U.S. District Judge James C. Cacheris sentenced Ricks to 25 years, a fixed number tied to the deal. Federal guidelines called for 30 years to life on charges of production and possession of child pornography.
“It was obviously a very serious offense to molest these children,” Cacheris told Ricks after approving the sentence, which includes a lifetime of supervised release after prison. “You were a manipulator as a teacher. You took advantage of your position.”
A Washington Post investigation published last year, before he was charged with federal crimes, revealed that Ricks, 51, had abused boys in Virginia, Maryland, North Carolina and Japan, locations where he had children in his care. Ricks, who was married, used his position of authority to endear himself as a caring mentor and friend before infiltrating his victims’ lives, obsessing over them and ultimately getting them drunk on tequila before abusing them, according to dozens of interviews and Ricks’s letters and journals.
Ricks was able to move between and among teaching jobs with barely a blemish on his record as school districts were more concerned with getting rid of him than punishing him, The Post found.
Court papers filed this week indicate that Ricks acknowledged in interviews with the FBI and local investigators at least nine victims, including a previously unknown boy from his time teaching at a private school in Georgia in the mid-1980s. Prosecutors say they believe there are at least a dozen others whom Ricks either victimized or targeted.
The first known victim of Ricks’s abuse — Christopher Payne, who was molested in 1979 while a guest at Ricks’s family home in North Carolina — spoke emotionally in court Thursday, saying he wanted to represent all the others abused over the years. He sat in the courtroom next to Abby Ricks, who divorced Ricks after the revelations of his secret life emerged.
“He knew what he was doing, and he needs to pay for that,” Payne said. “I’m hurt. I’m confused. I’m trying to find closure. . . . He stripped away my childhood, my dignity, who I was.”

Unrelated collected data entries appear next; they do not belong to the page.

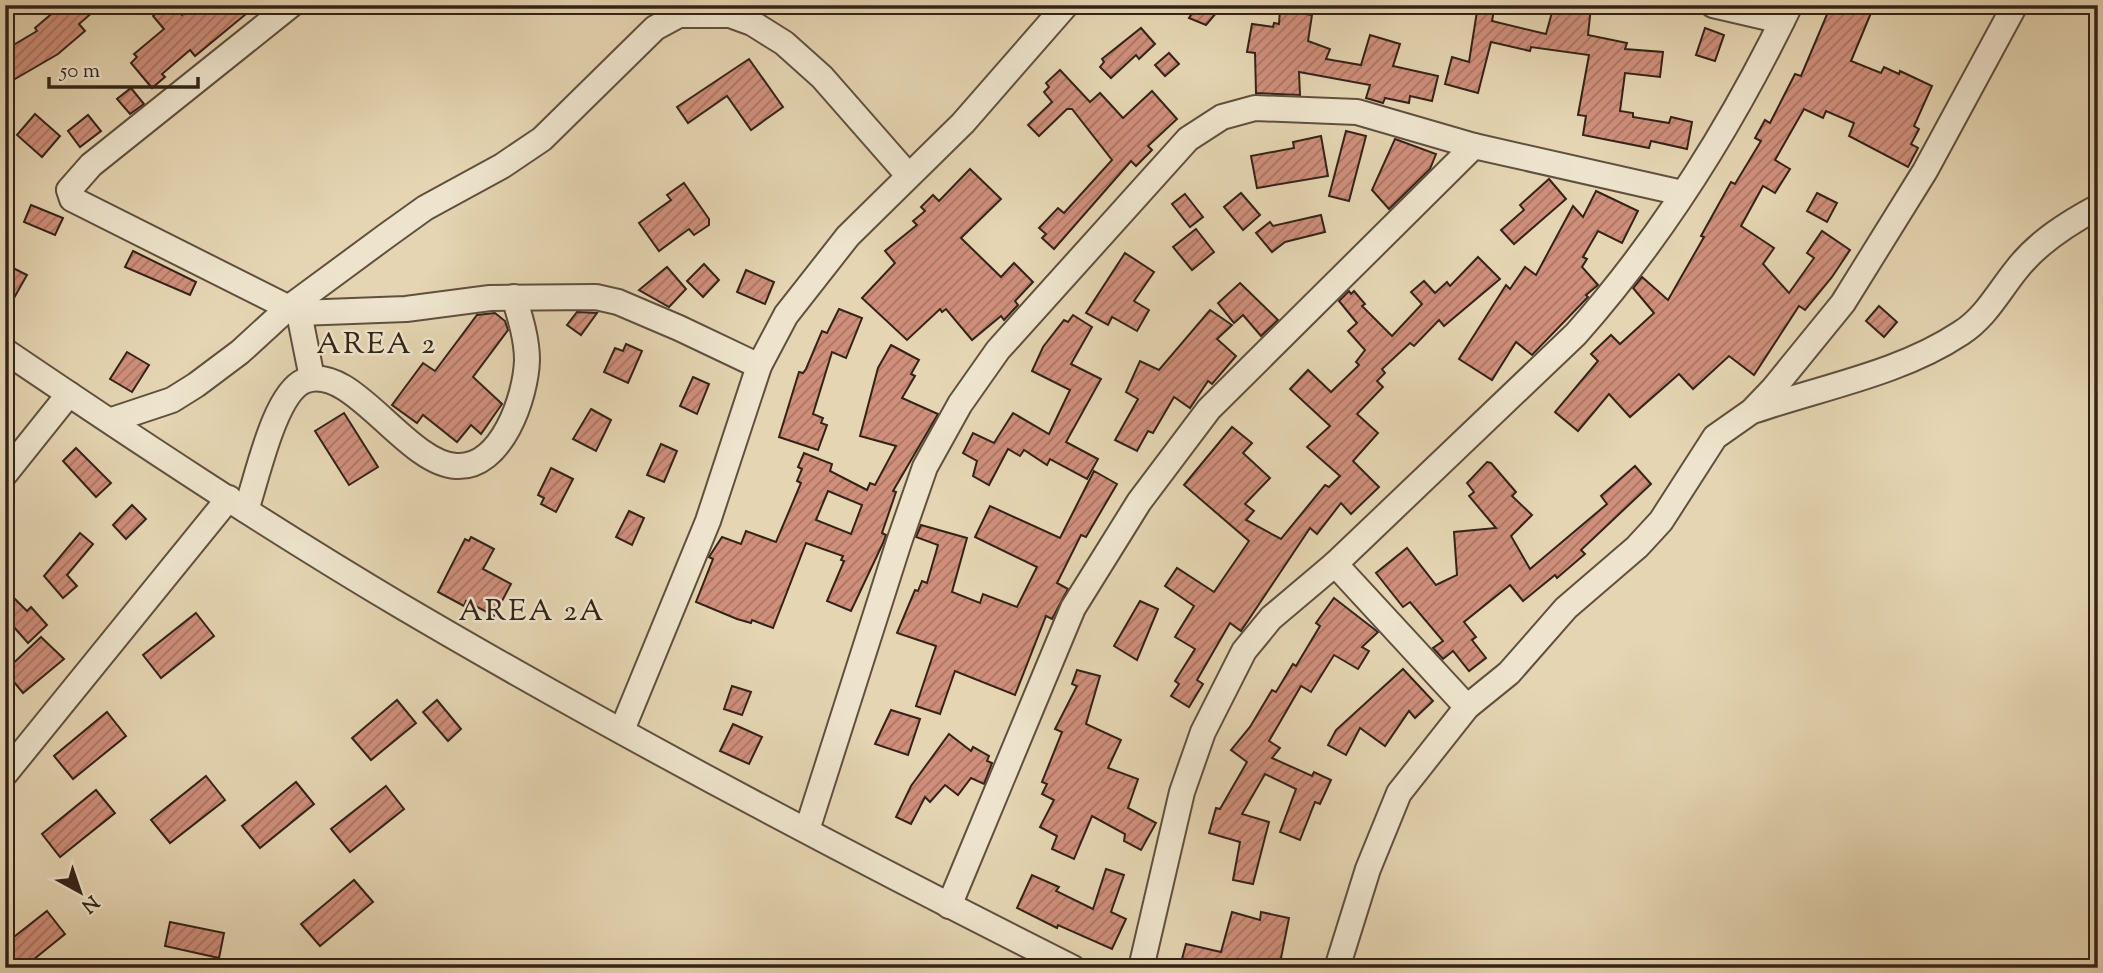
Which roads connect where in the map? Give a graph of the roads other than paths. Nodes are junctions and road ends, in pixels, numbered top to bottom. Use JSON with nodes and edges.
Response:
{"nodes":[{"id":1,"x":291,"y":5,"type":"edge"},
{"id":2,"x":1066,"y":5,"type":"edge"},
{"id":3,"x":1713,"y":5,"type":"edge"},
{"id":4,"x":2015,"y":5,"type":"edge"},
{"id":5,"x":1786,"y":13,"type":"edge"},
{"id":6,"x":1474,"y":146,"type":"junction"},
{"id":7,"x":908,"y":175,"type":"junction"},
{"id":8,"x":1682,"y":193,"type":"junction"},
{"id":9,"x":2098,"y":207,"type":"edge"},
{"id":10,"x":514,"y":297,"type":"junction"},
{"id":11,"x":293,"y":311,"type":"junction"},
{"id":12,"x":5,"y":351,"type":"edge"},
{"id":13,"x":760,"y":366,"type":"junction"},
{"id":14,"x":312,"y":378,"type":"junction"},
{"id":15,"x":69,"y":394,"type":"junction"},
{"id":16,"x":1752,"y":411,"type":"junction"},
{"id":17,"x":112,"y":420,"type":"junction"},
{"id":18,"x":5,"y":474,"type":"edge"},
{"id":19,"x":238,"y":504,"type":"junction"},
{"id":20,"x":1335,"y":564,"type":"junction"},
{"id":21,"x":1467,"y":707,"type":"junction"},
{"id":22,"x":622,"y":730,"type":"junction"},
{"id":23,"x":5,"y":774,"type":"edge"},
{"id":24,"x":807,"y":830,"type":"junction"},
{"id":25,"x":949,"y":906,"type":"junction"},
{"id":26,"x":1073,"y":968,"type":"edge"},
{"id":27,"x":1142,"y":968,"type":"edge"},
{"id":28,"x":1337,"y":968,"type":"edge"}],
"edges":[{"from":1,"to":11,"type":"street"},
{"from":2,"to":7,"type":"street"},
{"from":3,"to":5,"type":"street"},
{"from":4,"to":16,"type":"street"},
{"from":5,"to":8,"type":"street"},
{"from":6,"to":8,"type":"street"},
{"from":6,"to":24,"type":"street"},
{"from":6,"to":25,"type":"street"},
{"from":7,"to":11,"type":"street"},
{"from":7,"to":13,"type":"street"},
{"from":8,"to":20,"type":"street"},
{"from":9,"to":16,"type":"street"},
{"from":10,"to":11,"type":"street"},
{"from":10,"to":13,"type":"street"},
{"from":10,"to":14,"type":"street"},
{"from":11,"to":14,"type":"street"},
{"from":11,"to":17,"type":"street"},
{"from":12,"to":15,"type":"street"},
{"from":13,"to":22,"type":"street"},
{"from":14,"to":19,"type":"street"},
{"from":15,"to":17,"type":"street"},
{"from":15,"to":18,"type":"street"},
{"from":16,"to":21,"type":"street"},
{"from":17,"to":19,"type":"street"},
{"from":19,"to":22,"type":"street"},
{"from":19,"to":23,"type":"street"},
{"from":20,"to":21,"type":"street"},
{"from":20,"to":27,"type":"street"},
{"from":21,"to":28,"type":"street"},
{"from":22,"to":24,"type":"street"},
{"from":24,"to":25,"type":"street"},
{"from":25,"to":26,"type":"street"}]}
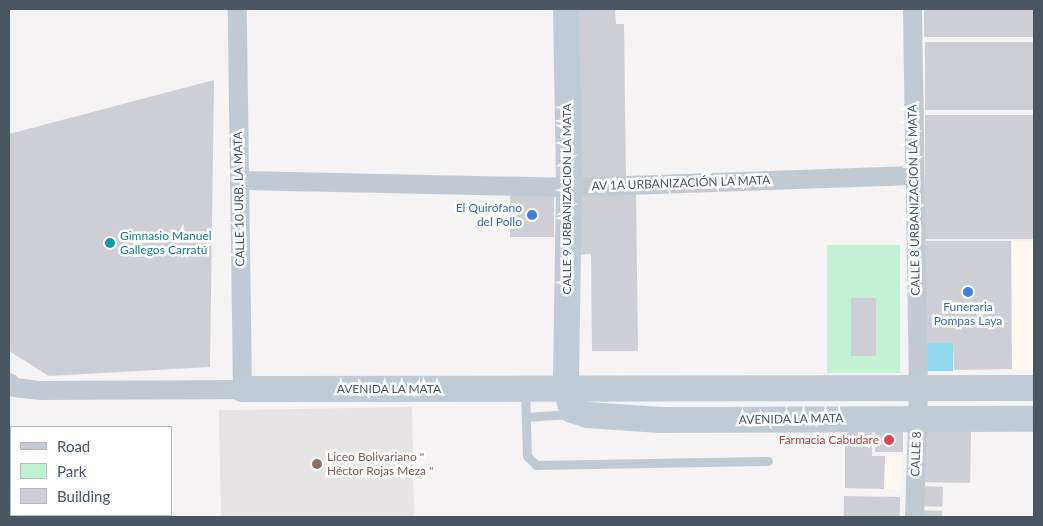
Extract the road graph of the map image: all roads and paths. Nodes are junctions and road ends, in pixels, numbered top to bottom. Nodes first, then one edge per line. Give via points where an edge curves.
1 (237, 9) edge
2 (566, 9) edge
3 (912, 9) edge
4 (913, 175) junction
5 (239, 180) junction
6 (569, 187) junction
7 (9, 382) edge
8 (1034, 388) edge
9 (242, 389) junction
10 (526, 389) junction
11 (566, 389) junction
12 (918, 390) junction
13 (577, 414) junction
14 (526, 417) junction
15 (1034, 419) edge
16 (918, 420) junction
17 (768, 461) dead end
18 (914, 517) edge

1 - 5 street, CALLE 10 URB. LA MATA
2 - 6 street, CALLE 9 URBANIZACION LA MATA
3 - 4 street, CALLE 8 URBANIZACION LA MATA
4 - 6 street, AV 1A URBANIZACIÓN LA MATA
4 - 12 street, CALLE 8 URBANIZACION LA MATA
5 - 6 street, AV 1A URBANIZACIÓN LA MATA
5 - 9 street, CALLE 10 URB. LA MATA
6 - 11 street, CALLE 9 URBANIZACION LA MATA
7 - 9 street via 14,386 40,390
8 - 12 street, AVENIDA LA MATA
9 - 10 street, AVENIDA LA MATA
10 - 11 street, AVENIDA LA MATA
10 - 14 lane
11 - 12 street, AVENIDA LA MATA
11 - 13 street via 568,404
12 - 16 street, CALLE 8
13 - 14 lane
13 - 16 street, AVENIDA LA MATA via 660,420
14 - 17 lane via 527,456 536,465
15 - 16 street, AVENIDA LA MATA
16 - 18 street, CALLE 8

By engineering a guilty plea, Ricks and prosecutors avoided what could have been several long and disturbing trials, and he skirted what could have been a life sentence. Although prosecutors in four jurisdictions agreed to drop their cases as part of the negotiations, it is likely that Ricks still will face charges on Maryland’s Eastern Shore, where he is accused of molesting a German foreign exchange student in his home in 2004.